◆ AIM OF THE EXERCISE: A faithful copy is required. Print each line of the data exactly and omit the pictures.

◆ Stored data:

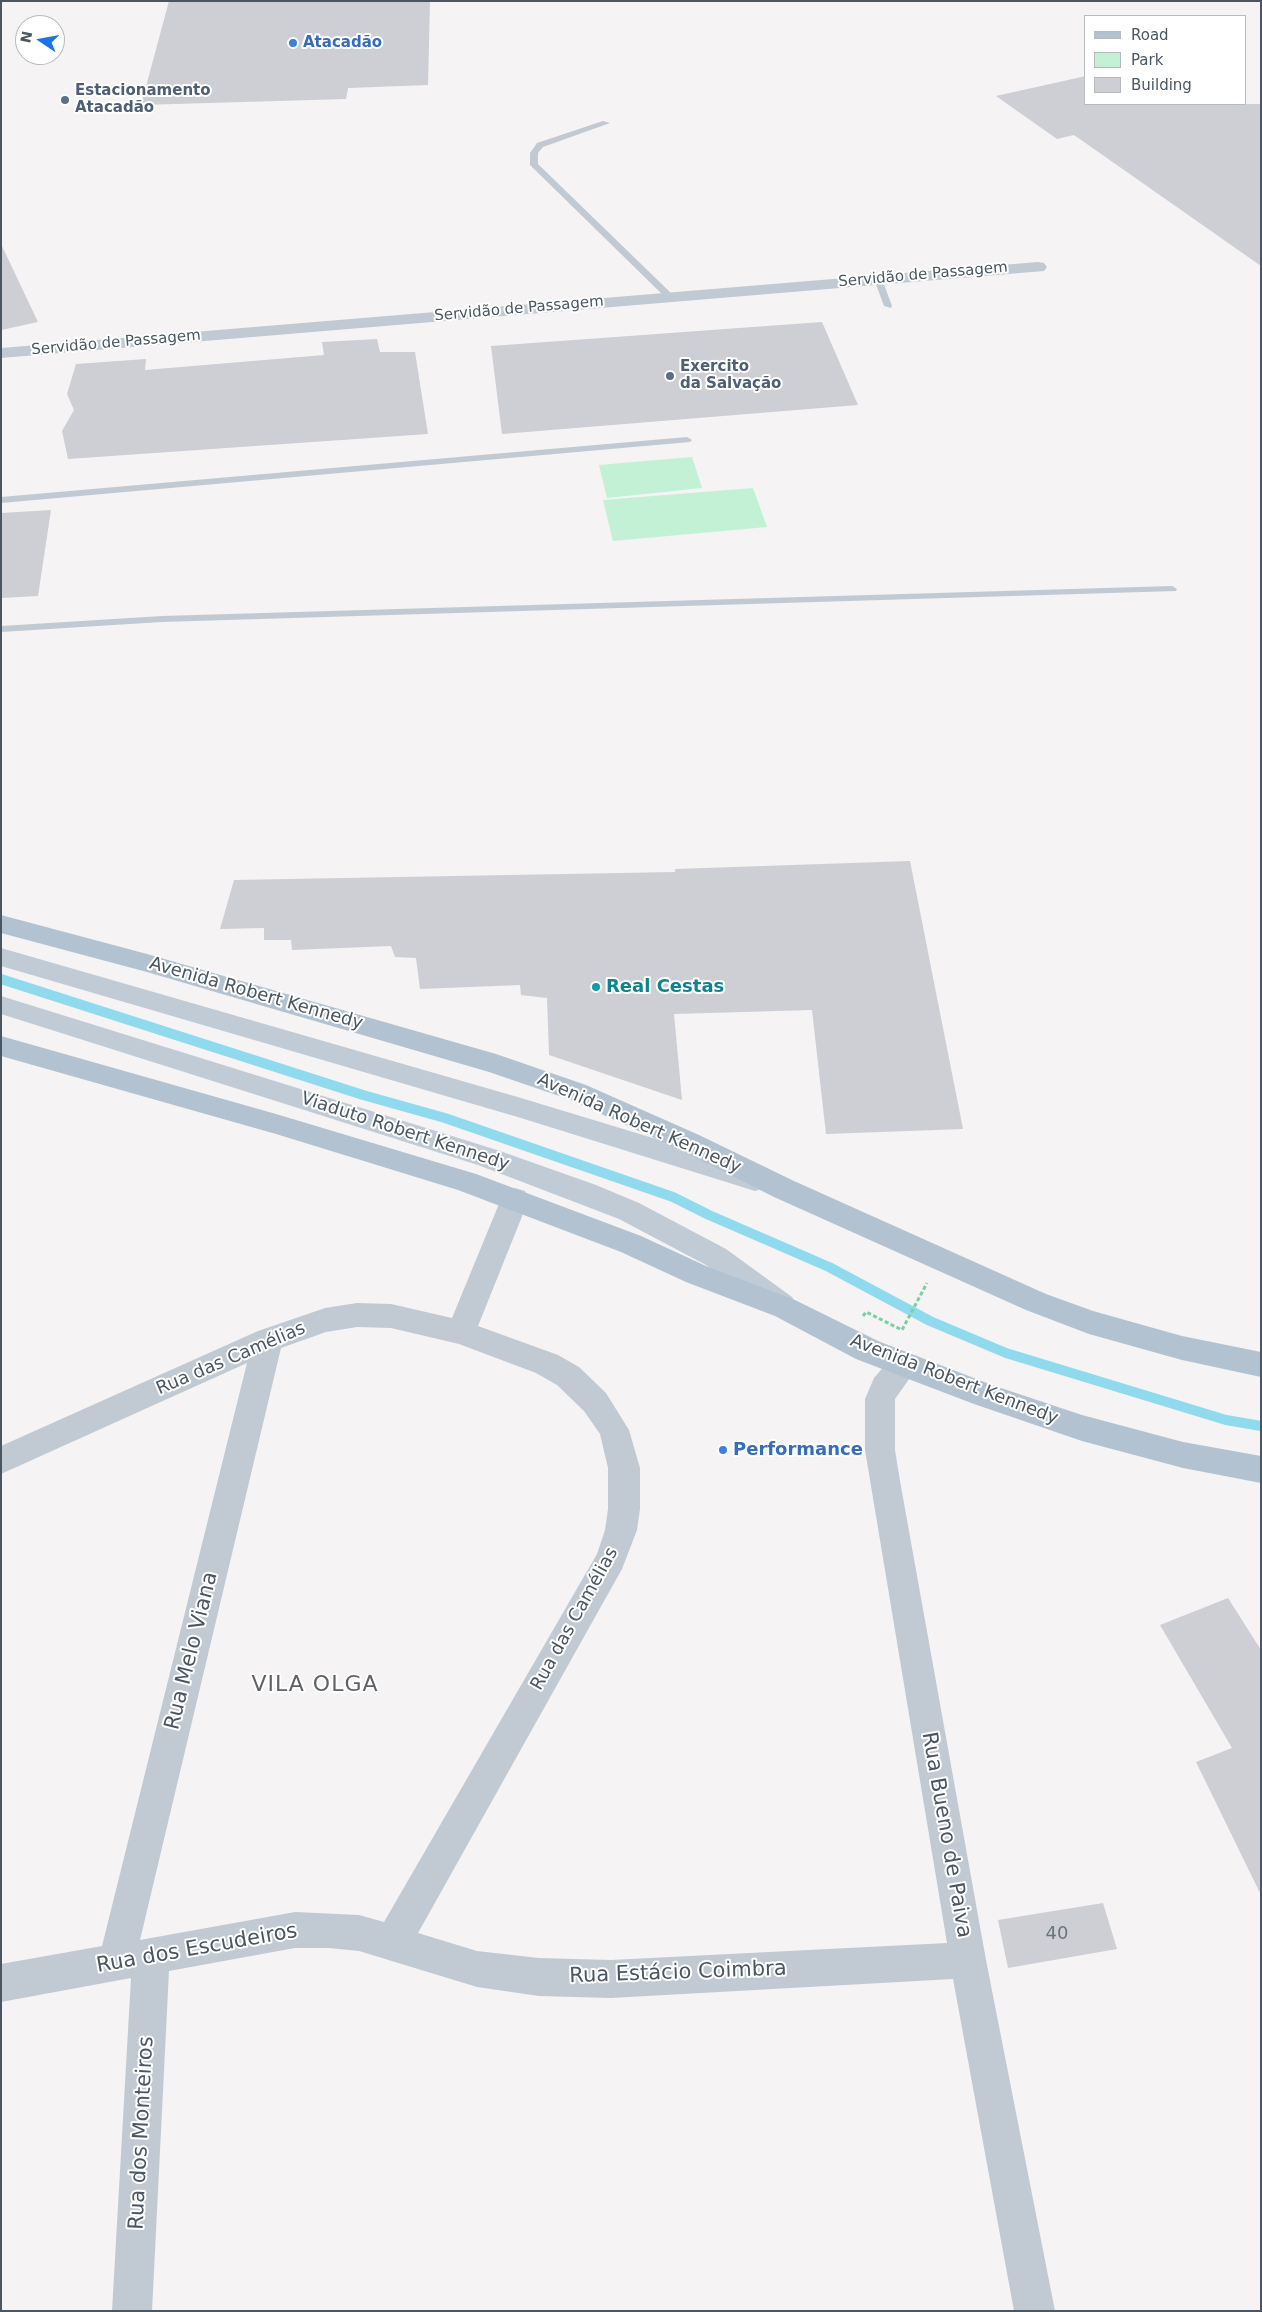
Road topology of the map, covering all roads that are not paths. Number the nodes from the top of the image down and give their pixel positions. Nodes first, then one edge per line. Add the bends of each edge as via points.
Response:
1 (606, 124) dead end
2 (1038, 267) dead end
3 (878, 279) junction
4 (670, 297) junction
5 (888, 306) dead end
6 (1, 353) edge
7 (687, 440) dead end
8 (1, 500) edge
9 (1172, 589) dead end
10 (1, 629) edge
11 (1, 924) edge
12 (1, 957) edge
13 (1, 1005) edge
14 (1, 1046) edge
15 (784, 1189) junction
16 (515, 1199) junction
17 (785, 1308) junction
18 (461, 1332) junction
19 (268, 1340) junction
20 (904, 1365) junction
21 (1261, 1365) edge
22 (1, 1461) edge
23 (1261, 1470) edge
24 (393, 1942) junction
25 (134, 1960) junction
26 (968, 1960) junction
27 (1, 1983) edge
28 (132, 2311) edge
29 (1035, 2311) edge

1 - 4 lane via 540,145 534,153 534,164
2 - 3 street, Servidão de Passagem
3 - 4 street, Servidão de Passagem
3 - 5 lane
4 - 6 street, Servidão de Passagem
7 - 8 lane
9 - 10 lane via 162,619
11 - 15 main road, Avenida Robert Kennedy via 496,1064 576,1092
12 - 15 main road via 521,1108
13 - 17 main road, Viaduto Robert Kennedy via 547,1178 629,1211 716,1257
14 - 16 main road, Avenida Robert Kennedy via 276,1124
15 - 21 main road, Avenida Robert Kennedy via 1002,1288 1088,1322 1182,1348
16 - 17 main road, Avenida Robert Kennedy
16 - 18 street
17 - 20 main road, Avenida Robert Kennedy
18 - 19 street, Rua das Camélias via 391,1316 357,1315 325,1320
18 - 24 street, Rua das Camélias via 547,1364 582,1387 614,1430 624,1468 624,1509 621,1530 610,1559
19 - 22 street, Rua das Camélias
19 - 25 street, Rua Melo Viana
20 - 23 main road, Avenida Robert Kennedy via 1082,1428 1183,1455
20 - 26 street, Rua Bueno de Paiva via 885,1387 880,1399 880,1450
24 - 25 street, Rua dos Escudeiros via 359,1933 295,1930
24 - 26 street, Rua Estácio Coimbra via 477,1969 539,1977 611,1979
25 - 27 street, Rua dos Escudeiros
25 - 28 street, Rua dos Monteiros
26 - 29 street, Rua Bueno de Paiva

◆ EXERCISE RESPONSE:
Road topology of the map, covering all roads that are not paths. Number the nodes from the top of the image down and give their pixel positions. Nodes first, then one edge per line. Add the bends of each edge as via points.
Response:
1 (606, 124) dead end
2 (1038, 267) dead end
3 (878, 279) junction
4 (670, 297) junction
5 (888, 306) dead end
6 (1, 353) edge
7 (687, 440) dead end
8 (1, 500) edge
9 (1172, 589) dead end
10 (1, 629) edge
11 (1, 924) edge
12 (1, 957) edge
13 (1, 1005) edge
14 (1, 1046) edge
15 (784, 1189) junction
16 (515, 1199) junction
17 (785, 1308) junction
18 (461, 1332) junction
19 (268, 1340) junction
20 (904, 1365) junction
21 (1261, 1365) edge
22 (1, 1461) edge
23 (1261, 1470) edge
24 (393, 1942) junction
25 (134, 1960) junction
26 (968, 1960) junction
27 (1, 1983) edge
28 (132, 2311) edge
29 (1035, 2311) edge

1 - 4 lane via 540,145 534,153 534,164
2 - 3 street, Servidão de Passagem
3 - 4 street, Servidão de Passagem
3 - 5 lane
4 - 6 street, Servidão de Passagem
7 - 8 lane
9 - 10 lane via 162,619
11 - 15 main road, Avenida Robert Kennedy via 496,1064 576,1092
12 - 15 main road via 521,1108
13 - 17 main road, Viaduto Robert Kennedy via 547,1178 629,1211 716,1257
14 - 16 main road, Avenida Robert Kennedy via 276,1124
15 - 21 main road, Avenida Robert Kennedy via 1002,1288 1088,1322 1182,1348
16 - 17 main road, Avenida Robert Kennedy
16 - 18 street
17 - 20 main road, Avenida Robert Kennedy
18 - 19 street, Rua das Camélias via 391,1316 357,1315 325,1320
18 - 24 street, Rua das Camélias via 547,1364 582,1387 614,1430 624,1468 624,1509 621,1530 610,1559
19 - 22 street, Rua das Camélias
19 - 25 street, Rua Melo Viana
20 - 23 main road, Avenida Robert Kennedy via 1082,1428 1183,1455
20 - 26 street, Rua Bueno de Paiva via 885,1387 880,1399 880,1450
24 - 25 street, Rua dos Escudeiros via 359,1933 295,1930
24 - 26 street, Rua Estácio Coimbra via 477,1969 539,1977 611,1979
25 - 27 street, Rua dos Escudeiros
25 - 28 street, Rua dos Monteiros
26 - 29 street, Rua Bueno de Paiva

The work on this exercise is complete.